Month: April 2013

My public library is sad

I didn’t know I lived in such a small town until, after 10 years, I finally walked into my local public library and found a depressingly thin and deficient collection. Sure, there are several dozen books of fiction and non-fiction, poetry and reference, but the choices are odd and lacking in nutrition.

The search for something enriching is arduous. Since space is at a premium, I was told, the library can’t store as many titles as one might expect. In other words, I guess, they keep what people want to read, and one look at the collection makes the entire experience that much more depressing.

On my first visit, I found, buried on the bottom shelf, “The Anatomy Lesson” by Phillip Roth. Good book. Not his best, but it’s Roth. Today, I wanted to pick up Richard Ford‘s “Canada,” which seemed simple enough, only to find that the library didn’t stock a single Ford title.

“Well, he has a Pulitzer,” I said to very nice woman at the desk. “Surely, you’d have one of his books.”

“Oh, a Pulitzer.”

Moving on then. Amid the scores of J.D. Robb and Janet Evanovich and James Patterson and Nora Roberts titles, I struggled to find but two Roth books, a couple of Dennis Lehane works, a pair of Cormac McCarthy titles, one whopping Jonathan Franzen book, a single Thomas Pynchon book, one Ernest Hemingway, one lonely William Faulkner and nary a trace of Mark Twain or F. Scott Fitzgerald or Chaucer or Dante or even Don DeLillo.

I get it. It’s a small library with precious little space and it can’t have everything. However, what has been chosen for the public (based on what that reading public wants) smacks of a massive shortcut. Get what’s hot on the best sellers list and there you go. No, they can’t house all the classics of the world. No, they can’t eliminate the tripe-y supermarket titles, either, but if this is what the public wants, what does the future hold for the public? On the other hand, if the reading public can’t find what it thinks it wants, maybe it would try something different/new/better.

All of this worries me.

Some of you may be thinking, “Hey, I like J.D. Robb, you pretentious jerk!” More power to you and maybe you’re right. I have no problem with books of any kind and the people who read them. The issue, though, is that this is a public library and it should not cater to the masses as much as it should act more like a museum, a house of worship of books, no matter how small the budget or the building.

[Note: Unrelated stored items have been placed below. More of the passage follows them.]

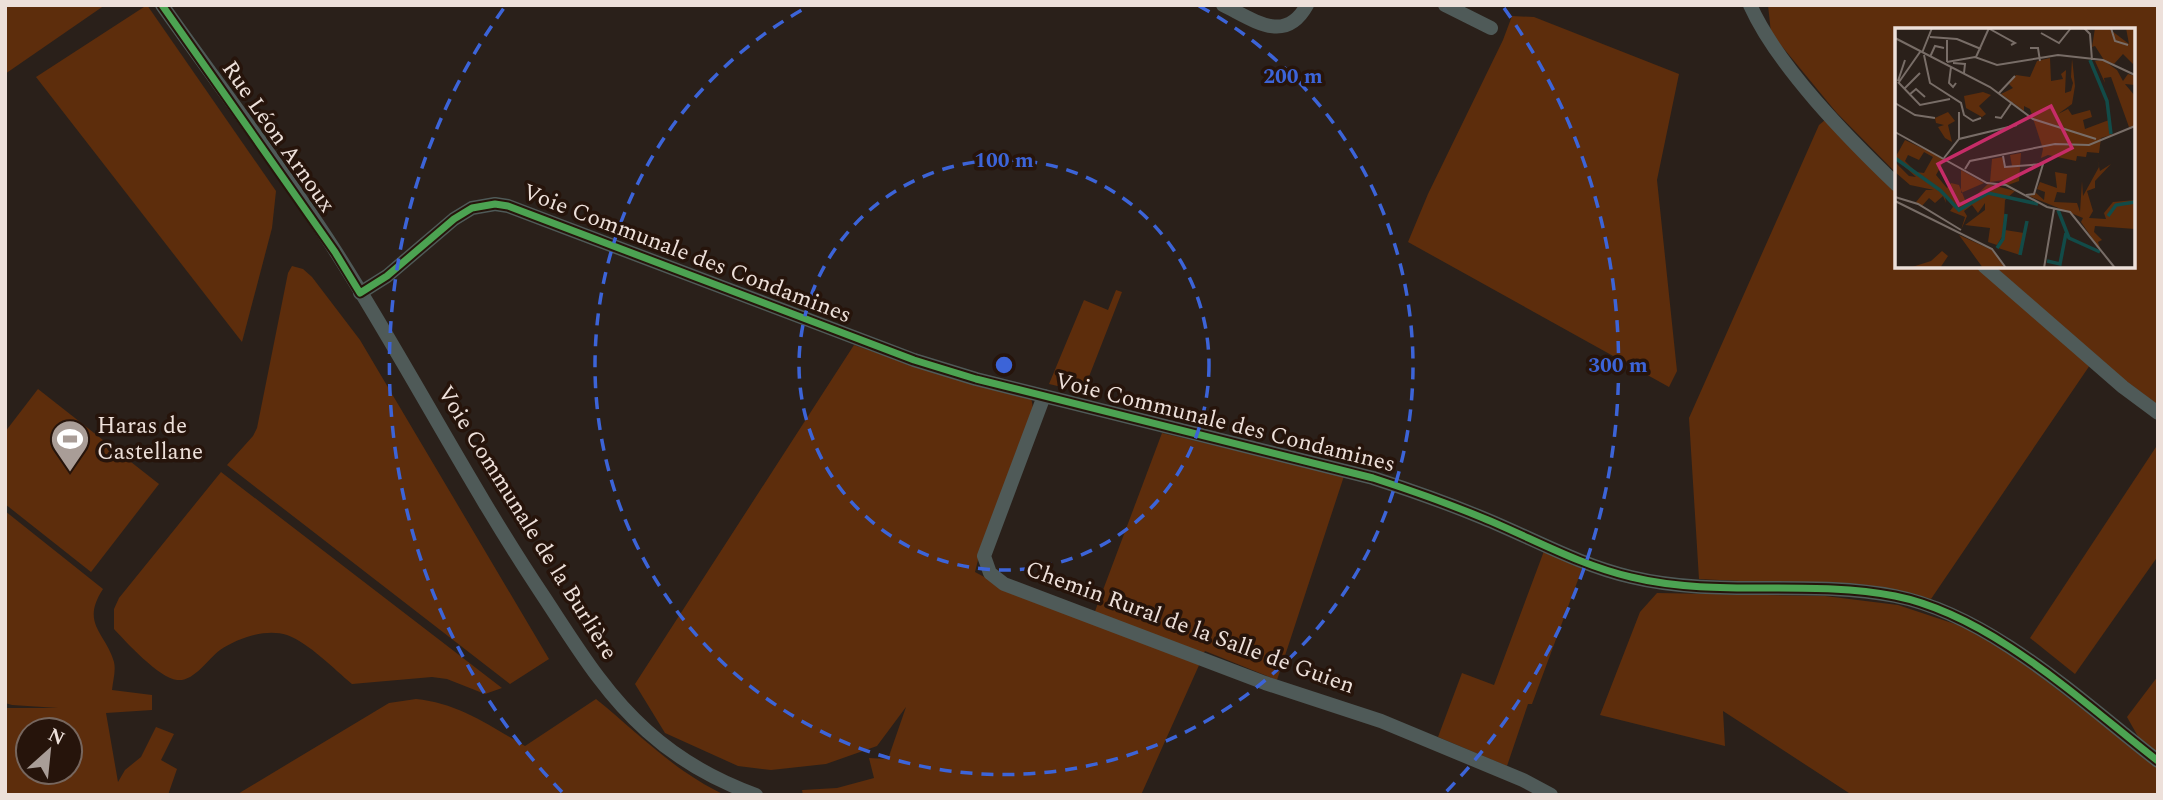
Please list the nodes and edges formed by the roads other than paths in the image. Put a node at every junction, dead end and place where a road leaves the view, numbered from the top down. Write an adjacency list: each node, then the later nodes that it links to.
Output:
1 (162, 5): 9 (street, Rue Léon Arnoux)
2 (1223, 5): 3 (street)
3 (1307, 5)
4 (1445, 5): 6 (street)
5 (1750, 5): 7 (street)
6 (1491, 28)
7 (1895, 183)
8 (1986, 268): 11 (street)
9 (360, 293): 10 (street, Voie Communale des Condamines); 13 (street, Voie Communale de la Burlière)
10 (1044, 396): 12 (street, Voie Communale des Condamines); 14 (street, Chemin Rural de la Salle de Guien)
11 (2158, 413)
12 (2158, 761)
13 (756, 795)
14 (1551, 795)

A public library that chooses to eliminate what I was told are “the older titles people aren’t really looking for” is doing a disservice to the community. I’m sure this isn’t just happening in my local library, but across the country. You know, if you want junk food, don’t go to a fine dining restaurant and if you want fine dining, don’t go to the drive-thru. Maybe that isn’t the best analogy, but you get the point.

I suppose there is an argument against my position to be made, and it probably goes like this: If public dollars go to supporting a public library, then it should house what the public wants.

I hear that and I understand it but it’s unacceptable. Maybe that’s what scares me the most, that the public wants the sizzle and not the steak.

Wow, that was one terrible yet fitting cliché.

A public library, no matter how big, should aim higher and to try in any way possible to better the world. A library with a limited budget in a small town might want to try to rise above the rest of the other libraries across the country with bigger budgets and more diversified readers.

I don’t know. Maybe I’m in denial. Am I?